[Stored items from a collection]
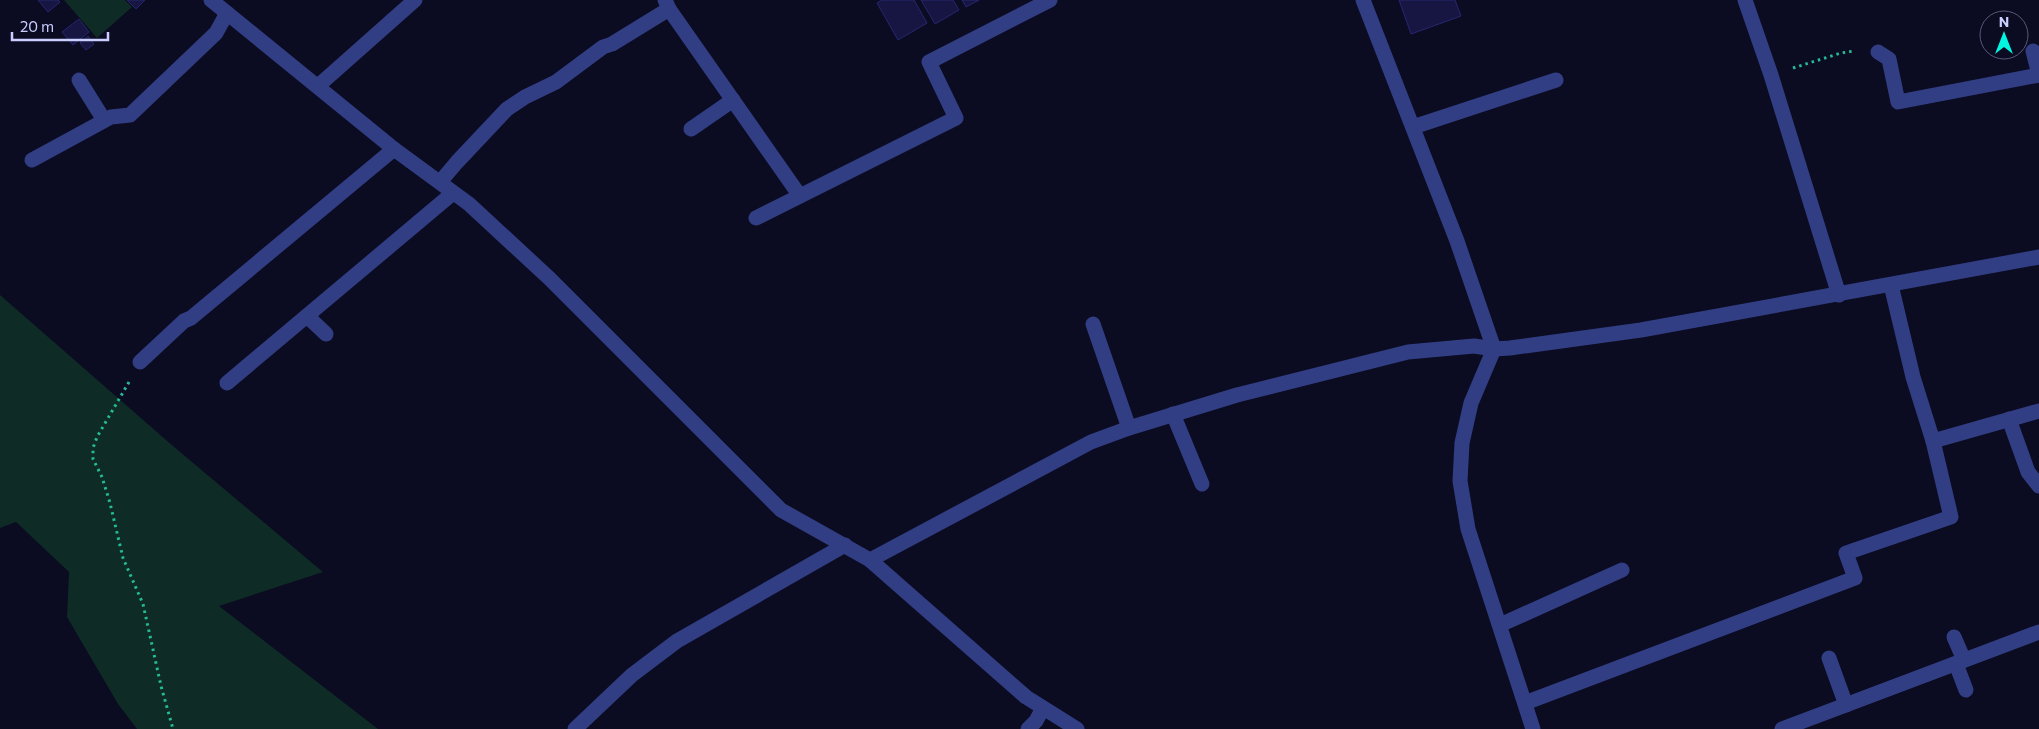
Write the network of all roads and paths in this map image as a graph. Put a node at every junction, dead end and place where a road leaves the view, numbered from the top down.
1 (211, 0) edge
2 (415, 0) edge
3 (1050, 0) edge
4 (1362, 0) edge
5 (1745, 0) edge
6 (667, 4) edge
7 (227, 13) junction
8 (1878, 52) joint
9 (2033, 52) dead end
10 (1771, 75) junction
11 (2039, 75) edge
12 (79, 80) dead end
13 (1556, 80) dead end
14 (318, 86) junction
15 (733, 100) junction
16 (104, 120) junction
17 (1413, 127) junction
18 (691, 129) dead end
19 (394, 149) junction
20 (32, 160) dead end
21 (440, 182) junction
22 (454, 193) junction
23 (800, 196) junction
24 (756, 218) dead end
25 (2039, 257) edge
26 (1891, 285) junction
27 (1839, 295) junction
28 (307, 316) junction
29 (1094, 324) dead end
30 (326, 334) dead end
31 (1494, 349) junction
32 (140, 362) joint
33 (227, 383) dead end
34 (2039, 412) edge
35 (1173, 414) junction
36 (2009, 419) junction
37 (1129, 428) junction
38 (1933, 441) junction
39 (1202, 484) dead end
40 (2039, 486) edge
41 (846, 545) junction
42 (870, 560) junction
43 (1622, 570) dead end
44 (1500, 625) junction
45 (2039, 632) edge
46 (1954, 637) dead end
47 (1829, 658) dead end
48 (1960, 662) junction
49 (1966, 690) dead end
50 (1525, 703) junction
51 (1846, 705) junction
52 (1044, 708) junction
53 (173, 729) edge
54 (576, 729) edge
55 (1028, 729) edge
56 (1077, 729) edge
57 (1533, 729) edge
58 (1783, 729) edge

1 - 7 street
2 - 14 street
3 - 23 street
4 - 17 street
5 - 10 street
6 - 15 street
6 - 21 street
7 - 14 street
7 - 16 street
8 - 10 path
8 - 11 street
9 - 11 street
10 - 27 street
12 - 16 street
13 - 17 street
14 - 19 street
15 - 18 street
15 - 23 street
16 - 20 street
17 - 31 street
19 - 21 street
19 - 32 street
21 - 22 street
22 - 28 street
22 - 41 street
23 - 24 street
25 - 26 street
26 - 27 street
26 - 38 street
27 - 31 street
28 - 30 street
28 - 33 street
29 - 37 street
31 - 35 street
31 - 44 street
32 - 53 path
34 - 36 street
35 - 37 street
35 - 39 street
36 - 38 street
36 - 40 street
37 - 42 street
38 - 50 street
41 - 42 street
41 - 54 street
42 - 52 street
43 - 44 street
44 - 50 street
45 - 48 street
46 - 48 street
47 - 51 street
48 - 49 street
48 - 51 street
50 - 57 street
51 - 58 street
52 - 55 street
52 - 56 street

Exercise aim: Copy out the data above to the letter, and keep every picture out of it.

Exercise response:
Write the network of all roads and paths in this map image as a graph. Put a node at every junction, dead end and place where a road leaves the view, numbered from the top down.
1 (211, 0) edge
2 (415, 0) edge
3 (1050, 0) edge
4 (1362, 0) edge
5 (1745, 0) edge
6 (667, 4) edge
7 (227, 13) junction
8 (1878, 52) joint
9 (2033, 52) dead end
10 (1771, 75) junction
11 (2039, 75) edge
12 (79, 80) dead end
13 (1556, 80) dead end
14 (318, 86) junction
15 (733, 100) junction
16 (104, 120) junction
17 (1413, 127) junction
18 (691, 129) dead end
19 (394, 149) junction
20 (32, 160) dead end
21 (440, 182) junction
22 (454, 193) junction
23 (800, 196) junction
24 (756, 218) dead end
25 (2039, 257) edge
26 (1891, 285) junction
27 (1839, 295) junction
28 (307, 316) junction
29 (1094, 324) dead end
30 (326, 334) dead end
31 (1494, 349) junction
32 (140, 362) joint
33 (227, 383) dead end
34 (2039, 412) edge
35 (1173, 414) junction
36 (2009, 419) junction
37 (1129, 428) junction
38 (1933, 441) junction
39 (1202, 484) dead end
40 (2039, 486) edge
41 (846, 545) junction
42 (870, 560) junction
43 (1622, 570) dead end
44 (1500, 625) junction
45 (2039, 632) edge
46 (1954, 637) dead end
47 (1829, 658) dead end
48 (1960, 662) junction
49 (1966, 690) dead end
50 (1525, 703) junction
51 (1846, 705) junction
52 (1044, 708) junction
53 (173, 729) edge
54 (576, 729) edge
55 (1028, 729) edge
56 (1077, 729) edge
57 (1533, 729) edge
58 (1783, 729) edge

1 - 7 street
2 - 14 street
3 - 23 street
4 - 17 street
5 - 10 street
6 - 15 street
6 - 21 street
7 - 14 street
7 - 16 street
8 - 10 path
8 - 11 street
9 - 11 street
10 - 27 street
12 - 16 street
13 - 17 street
14 - 19 street
15 - 18 street
15 - 23 street
16 - 20 street
17 - 31 street
19 - 21 street
19 - 32 street
21 - 22 street
22 - 28 street
22 - 41 street
23 - 24 street
25 - 26 street
26 - 27 street
26 - 38 street
27 - 31 street
28 - 30 street
28 - 33 street
29 - 37 street
31 - 35 street
31 - 44 street
32 - 53 path
34 - 36 street
35 - 37 street
35 - 39 street
36 - 38 street
36 - 40 street
37 - 42 street
38 - 50 street
41 - 42 street
41 - 54 street
42 - 52 street
43 - 44 street
44 - 50 street
45 - 48 street
46 - 48 street
47 - 51 street
48 - 49 street
48 - 51 street
50 - 57 street
51 - 58 street
52 - 55 street
52 - 56 street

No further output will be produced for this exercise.